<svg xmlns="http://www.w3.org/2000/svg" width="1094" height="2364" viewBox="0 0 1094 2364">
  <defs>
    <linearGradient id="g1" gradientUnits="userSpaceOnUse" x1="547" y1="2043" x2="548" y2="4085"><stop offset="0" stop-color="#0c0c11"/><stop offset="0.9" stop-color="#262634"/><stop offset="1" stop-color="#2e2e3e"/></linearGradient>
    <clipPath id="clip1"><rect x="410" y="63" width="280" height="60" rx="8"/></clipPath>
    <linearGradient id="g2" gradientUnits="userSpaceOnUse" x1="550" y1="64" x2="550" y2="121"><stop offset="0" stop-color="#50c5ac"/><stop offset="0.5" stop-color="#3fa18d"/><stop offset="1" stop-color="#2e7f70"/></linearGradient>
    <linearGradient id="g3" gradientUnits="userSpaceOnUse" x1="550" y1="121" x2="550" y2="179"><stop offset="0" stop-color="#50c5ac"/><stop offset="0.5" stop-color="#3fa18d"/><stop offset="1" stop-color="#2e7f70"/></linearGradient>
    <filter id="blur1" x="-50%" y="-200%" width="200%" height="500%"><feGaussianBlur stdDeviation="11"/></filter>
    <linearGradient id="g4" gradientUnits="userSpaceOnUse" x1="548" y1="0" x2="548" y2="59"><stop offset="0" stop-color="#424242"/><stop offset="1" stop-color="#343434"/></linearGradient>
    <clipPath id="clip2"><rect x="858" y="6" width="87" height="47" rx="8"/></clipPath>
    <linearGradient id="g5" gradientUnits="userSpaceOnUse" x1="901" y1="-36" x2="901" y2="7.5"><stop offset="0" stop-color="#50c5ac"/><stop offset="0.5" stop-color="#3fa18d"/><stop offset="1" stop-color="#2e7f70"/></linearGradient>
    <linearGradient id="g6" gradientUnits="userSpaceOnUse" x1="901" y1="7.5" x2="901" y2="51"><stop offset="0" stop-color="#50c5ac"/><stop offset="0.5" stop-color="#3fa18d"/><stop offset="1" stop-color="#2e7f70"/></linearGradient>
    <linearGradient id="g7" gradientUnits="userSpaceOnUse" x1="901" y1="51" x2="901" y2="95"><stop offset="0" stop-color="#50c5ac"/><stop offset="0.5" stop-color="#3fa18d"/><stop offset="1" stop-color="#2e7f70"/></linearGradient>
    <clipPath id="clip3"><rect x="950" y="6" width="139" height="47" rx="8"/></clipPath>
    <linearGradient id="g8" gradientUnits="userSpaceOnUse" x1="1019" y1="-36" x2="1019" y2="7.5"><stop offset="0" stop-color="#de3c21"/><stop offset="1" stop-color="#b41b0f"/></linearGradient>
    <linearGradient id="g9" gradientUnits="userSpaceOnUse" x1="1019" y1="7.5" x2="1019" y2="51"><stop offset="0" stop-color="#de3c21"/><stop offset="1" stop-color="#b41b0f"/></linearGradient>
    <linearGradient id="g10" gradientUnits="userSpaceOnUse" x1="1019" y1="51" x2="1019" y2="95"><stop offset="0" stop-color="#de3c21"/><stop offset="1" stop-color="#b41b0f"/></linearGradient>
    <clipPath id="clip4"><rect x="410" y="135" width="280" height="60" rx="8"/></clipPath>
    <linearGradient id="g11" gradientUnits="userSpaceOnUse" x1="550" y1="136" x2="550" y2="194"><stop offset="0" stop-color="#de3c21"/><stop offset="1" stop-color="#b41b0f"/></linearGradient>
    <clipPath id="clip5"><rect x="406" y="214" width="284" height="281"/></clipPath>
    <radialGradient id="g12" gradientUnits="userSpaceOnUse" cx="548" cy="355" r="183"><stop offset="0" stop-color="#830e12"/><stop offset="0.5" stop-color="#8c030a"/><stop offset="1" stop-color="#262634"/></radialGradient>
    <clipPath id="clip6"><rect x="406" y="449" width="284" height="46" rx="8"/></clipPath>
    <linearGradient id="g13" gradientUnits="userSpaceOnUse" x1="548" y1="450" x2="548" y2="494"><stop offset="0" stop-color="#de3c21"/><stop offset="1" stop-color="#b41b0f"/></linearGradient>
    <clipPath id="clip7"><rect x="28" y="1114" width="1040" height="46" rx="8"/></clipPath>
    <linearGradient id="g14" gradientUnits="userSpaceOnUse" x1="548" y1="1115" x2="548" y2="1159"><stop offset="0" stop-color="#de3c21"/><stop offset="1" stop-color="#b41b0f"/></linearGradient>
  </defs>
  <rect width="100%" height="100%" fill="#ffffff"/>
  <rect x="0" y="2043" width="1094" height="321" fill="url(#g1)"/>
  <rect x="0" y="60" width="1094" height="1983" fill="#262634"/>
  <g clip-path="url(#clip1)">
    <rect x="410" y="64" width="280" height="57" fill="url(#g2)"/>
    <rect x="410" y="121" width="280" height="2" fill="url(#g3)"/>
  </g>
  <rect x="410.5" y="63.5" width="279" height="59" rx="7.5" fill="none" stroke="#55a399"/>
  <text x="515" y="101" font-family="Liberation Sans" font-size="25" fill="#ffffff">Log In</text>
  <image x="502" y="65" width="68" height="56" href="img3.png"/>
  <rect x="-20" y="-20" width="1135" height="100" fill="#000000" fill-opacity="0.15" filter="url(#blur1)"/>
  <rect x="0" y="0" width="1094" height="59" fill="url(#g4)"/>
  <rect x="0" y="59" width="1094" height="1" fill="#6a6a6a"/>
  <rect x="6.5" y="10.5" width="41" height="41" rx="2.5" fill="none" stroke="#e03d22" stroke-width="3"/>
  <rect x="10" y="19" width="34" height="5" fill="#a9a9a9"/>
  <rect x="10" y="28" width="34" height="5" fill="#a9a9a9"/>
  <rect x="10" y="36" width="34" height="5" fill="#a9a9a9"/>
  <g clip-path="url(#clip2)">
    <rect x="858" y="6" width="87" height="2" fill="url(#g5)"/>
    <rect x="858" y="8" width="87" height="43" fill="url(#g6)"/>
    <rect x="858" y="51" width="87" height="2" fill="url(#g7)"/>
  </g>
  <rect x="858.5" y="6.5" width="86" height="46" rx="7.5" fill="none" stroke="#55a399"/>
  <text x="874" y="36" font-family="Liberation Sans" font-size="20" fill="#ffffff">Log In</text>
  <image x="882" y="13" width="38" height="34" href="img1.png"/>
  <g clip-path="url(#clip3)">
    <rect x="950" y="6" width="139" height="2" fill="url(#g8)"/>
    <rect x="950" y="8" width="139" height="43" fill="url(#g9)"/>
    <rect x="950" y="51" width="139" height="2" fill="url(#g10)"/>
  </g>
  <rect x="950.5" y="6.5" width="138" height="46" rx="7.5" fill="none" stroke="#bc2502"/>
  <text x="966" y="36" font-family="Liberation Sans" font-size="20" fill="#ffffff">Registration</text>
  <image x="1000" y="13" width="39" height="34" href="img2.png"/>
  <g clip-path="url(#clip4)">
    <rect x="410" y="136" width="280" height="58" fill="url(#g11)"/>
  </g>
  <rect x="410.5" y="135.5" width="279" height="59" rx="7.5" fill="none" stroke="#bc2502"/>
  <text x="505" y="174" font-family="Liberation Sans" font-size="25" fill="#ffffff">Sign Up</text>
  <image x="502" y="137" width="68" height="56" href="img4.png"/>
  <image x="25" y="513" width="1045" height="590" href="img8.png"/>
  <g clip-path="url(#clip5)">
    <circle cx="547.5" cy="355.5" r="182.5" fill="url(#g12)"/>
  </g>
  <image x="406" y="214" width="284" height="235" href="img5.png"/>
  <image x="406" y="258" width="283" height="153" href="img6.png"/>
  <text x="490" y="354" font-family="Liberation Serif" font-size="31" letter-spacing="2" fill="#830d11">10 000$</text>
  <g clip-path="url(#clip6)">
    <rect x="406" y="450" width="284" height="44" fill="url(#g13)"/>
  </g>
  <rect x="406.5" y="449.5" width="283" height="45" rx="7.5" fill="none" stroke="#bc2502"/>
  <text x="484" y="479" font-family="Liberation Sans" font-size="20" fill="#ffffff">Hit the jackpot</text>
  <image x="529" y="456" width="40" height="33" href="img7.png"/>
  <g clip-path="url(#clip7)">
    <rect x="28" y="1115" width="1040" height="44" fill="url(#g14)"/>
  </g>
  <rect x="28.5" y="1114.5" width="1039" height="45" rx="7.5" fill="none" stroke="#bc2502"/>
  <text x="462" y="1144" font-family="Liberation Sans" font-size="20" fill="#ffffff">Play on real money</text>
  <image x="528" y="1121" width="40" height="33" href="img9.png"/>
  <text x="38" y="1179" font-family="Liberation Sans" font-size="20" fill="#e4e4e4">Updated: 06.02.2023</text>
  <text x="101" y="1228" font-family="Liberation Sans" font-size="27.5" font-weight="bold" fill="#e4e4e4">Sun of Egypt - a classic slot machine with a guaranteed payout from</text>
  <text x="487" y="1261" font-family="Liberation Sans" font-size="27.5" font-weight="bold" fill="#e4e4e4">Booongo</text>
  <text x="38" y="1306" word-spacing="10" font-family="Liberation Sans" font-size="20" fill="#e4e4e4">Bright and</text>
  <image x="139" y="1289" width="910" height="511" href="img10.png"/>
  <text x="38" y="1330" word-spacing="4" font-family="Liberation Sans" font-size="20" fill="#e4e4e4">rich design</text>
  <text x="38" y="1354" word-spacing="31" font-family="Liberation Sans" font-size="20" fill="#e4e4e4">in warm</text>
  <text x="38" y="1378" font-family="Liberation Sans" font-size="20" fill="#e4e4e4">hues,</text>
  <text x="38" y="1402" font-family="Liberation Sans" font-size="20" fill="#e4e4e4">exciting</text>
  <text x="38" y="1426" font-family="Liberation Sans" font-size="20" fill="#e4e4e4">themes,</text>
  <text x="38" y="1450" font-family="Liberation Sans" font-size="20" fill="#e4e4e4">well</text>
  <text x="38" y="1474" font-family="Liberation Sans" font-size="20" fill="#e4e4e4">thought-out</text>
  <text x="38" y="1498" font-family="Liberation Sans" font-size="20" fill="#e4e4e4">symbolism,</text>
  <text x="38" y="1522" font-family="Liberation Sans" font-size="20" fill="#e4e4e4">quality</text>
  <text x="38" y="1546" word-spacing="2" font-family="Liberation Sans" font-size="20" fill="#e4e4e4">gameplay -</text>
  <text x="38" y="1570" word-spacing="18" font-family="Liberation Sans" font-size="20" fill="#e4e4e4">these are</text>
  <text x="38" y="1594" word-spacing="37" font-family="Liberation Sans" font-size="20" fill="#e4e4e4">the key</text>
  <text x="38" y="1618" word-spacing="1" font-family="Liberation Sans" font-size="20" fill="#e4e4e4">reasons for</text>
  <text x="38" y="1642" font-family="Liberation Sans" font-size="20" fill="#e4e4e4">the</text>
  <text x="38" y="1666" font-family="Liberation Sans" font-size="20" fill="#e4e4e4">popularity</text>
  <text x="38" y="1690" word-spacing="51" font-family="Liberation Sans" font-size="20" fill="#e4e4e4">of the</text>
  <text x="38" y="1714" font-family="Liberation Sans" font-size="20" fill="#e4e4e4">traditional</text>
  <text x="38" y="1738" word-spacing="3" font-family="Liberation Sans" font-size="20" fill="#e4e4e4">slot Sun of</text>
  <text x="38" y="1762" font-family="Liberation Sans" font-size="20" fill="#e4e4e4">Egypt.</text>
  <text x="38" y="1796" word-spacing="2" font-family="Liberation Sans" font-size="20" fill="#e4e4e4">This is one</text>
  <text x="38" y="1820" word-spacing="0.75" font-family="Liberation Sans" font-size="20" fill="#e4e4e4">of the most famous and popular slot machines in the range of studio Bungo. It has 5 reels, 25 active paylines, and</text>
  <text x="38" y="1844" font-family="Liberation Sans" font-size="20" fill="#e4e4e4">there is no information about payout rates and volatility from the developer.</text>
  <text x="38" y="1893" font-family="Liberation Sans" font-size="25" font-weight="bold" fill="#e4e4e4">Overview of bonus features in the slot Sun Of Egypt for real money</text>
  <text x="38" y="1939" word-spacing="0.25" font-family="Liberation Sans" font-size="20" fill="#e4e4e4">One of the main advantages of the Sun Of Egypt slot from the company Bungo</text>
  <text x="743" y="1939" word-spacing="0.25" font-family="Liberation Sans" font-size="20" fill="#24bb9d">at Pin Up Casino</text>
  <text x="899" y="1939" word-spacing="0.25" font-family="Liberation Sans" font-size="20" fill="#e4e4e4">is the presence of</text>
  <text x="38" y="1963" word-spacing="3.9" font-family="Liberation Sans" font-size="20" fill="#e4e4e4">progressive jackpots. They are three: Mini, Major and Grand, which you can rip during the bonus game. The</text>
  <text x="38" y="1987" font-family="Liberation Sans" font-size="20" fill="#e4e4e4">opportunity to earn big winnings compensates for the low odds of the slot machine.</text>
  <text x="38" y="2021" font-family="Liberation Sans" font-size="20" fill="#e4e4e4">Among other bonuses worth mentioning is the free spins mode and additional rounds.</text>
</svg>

WHAT THIS TASK INVOLVES: How many lines in the data above contain the string "slot"? Reply with only the number.

YOUR RESPONSE: 6